**What you should do:**
The word "dead" marks the lines you need; copy each of them from the data.
(Given records begins)
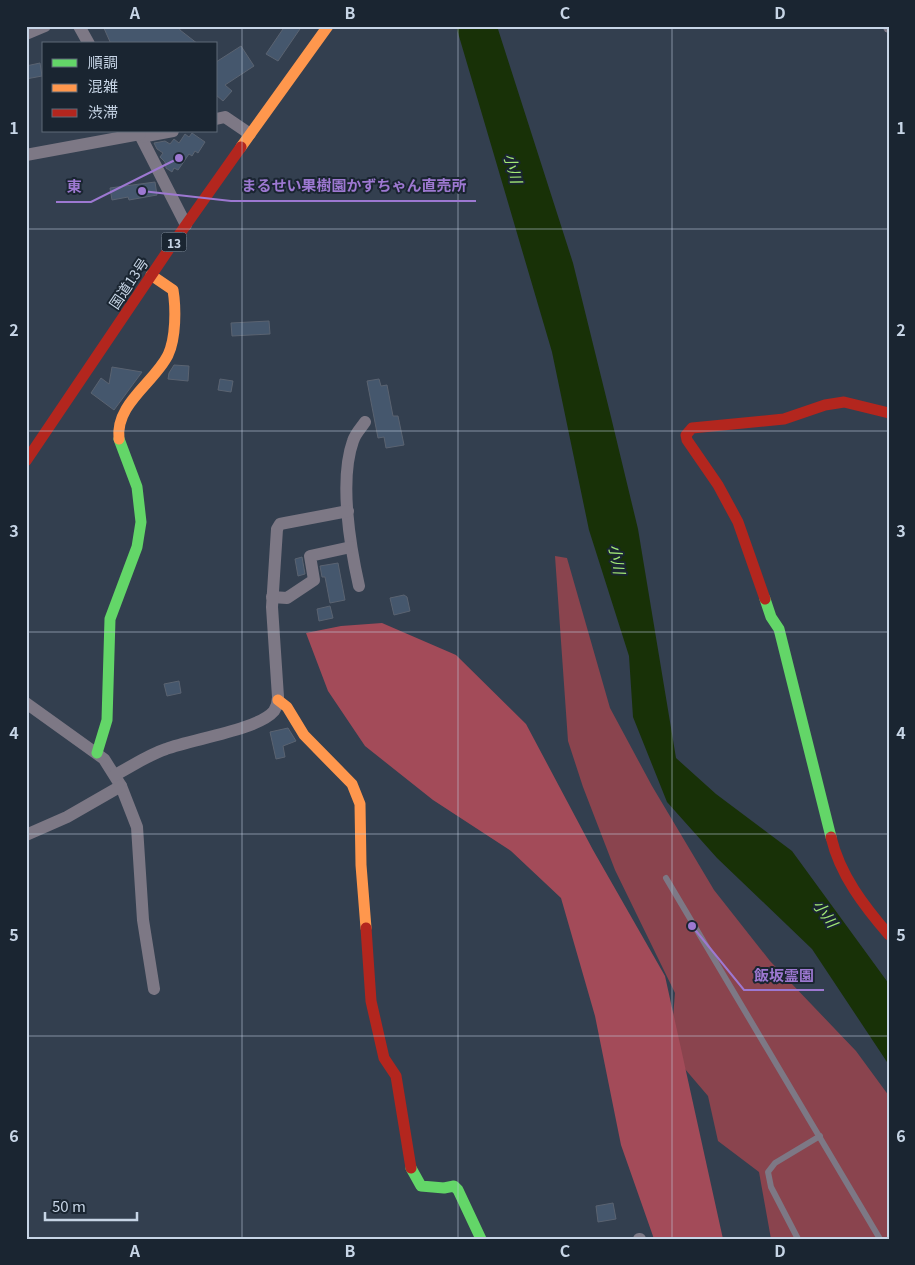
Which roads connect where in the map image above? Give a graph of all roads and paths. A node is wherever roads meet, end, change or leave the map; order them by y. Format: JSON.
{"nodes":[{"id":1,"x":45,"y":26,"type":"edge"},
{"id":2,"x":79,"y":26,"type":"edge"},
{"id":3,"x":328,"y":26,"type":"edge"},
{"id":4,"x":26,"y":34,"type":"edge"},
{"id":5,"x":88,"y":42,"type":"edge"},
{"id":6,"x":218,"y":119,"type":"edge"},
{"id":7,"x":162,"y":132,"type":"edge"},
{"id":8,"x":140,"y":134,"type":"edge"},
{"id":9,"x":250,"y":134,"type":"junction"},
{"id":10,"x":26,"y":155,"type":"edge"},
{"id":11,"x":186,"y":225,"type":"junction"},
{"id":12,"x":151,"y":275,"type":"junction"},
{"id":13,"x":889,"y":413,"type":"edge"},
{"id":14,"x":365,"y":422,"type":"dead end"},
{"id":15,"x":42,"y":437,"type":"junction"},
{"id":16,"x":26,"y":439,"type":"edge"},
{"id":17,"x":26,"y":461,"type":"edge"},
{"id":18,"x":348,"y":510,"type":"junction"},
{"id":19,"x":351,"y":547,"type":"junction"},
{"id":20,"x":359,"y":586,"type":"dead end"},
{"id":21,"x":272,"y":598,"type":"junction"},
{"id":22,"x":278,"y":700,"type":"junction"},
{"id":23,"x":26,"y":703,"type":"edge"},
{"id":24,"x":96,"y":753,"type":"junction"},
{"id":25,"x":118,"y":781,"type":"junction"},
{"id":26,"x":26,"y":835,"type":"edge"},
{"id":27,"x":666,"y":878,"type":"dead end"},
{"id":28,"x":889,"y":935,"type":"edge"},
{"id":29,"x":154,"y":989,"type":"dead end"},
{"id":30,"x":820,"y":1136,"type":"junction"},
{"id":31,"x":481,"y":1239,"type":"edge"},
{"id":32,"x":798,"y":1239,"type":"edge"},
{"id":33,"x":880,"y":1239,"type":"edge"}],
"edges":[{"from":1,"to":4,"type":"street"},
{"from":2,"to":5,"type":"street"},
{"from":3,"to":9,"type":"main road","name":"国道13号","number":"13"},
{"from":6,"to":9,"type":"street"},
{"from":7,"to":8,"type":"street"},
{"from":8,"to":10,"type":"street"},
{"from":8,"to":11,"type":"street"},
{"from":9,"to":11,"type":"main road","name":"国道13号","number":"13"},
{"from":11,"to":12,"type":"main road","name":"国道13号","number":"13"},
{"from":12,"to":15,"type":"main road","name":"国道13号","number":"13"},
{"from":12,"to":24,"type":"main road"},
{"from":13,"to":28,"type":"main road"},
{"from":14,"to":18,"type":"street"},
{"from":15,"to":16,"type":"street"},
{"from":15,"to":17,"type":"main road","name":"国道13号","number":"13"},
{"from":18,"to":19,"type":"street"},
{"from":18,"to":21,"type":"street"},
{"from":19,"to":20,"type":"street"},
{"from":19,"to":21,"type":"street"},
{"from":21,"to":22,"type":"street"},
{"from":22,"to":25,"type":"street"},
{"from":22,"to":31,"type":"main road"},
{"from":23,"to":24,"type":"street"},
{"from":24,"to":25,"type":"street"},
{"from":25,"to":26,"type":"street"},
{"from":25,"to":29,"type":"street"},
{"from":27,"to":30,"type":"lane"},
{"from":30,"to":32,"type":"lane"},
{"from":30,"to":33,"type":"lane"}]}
(Given records ends)
**Answer to the exercise:**
{"id":14,"x":365,"y":422,"type":"dead end"},
{"id":20,"x":359,"y":586,"type":"dead end"},
{"id":27,"x":666,"y":878,"type":"dead end"},
{"id":29,"x":154,"y":989,"type":"dead end"},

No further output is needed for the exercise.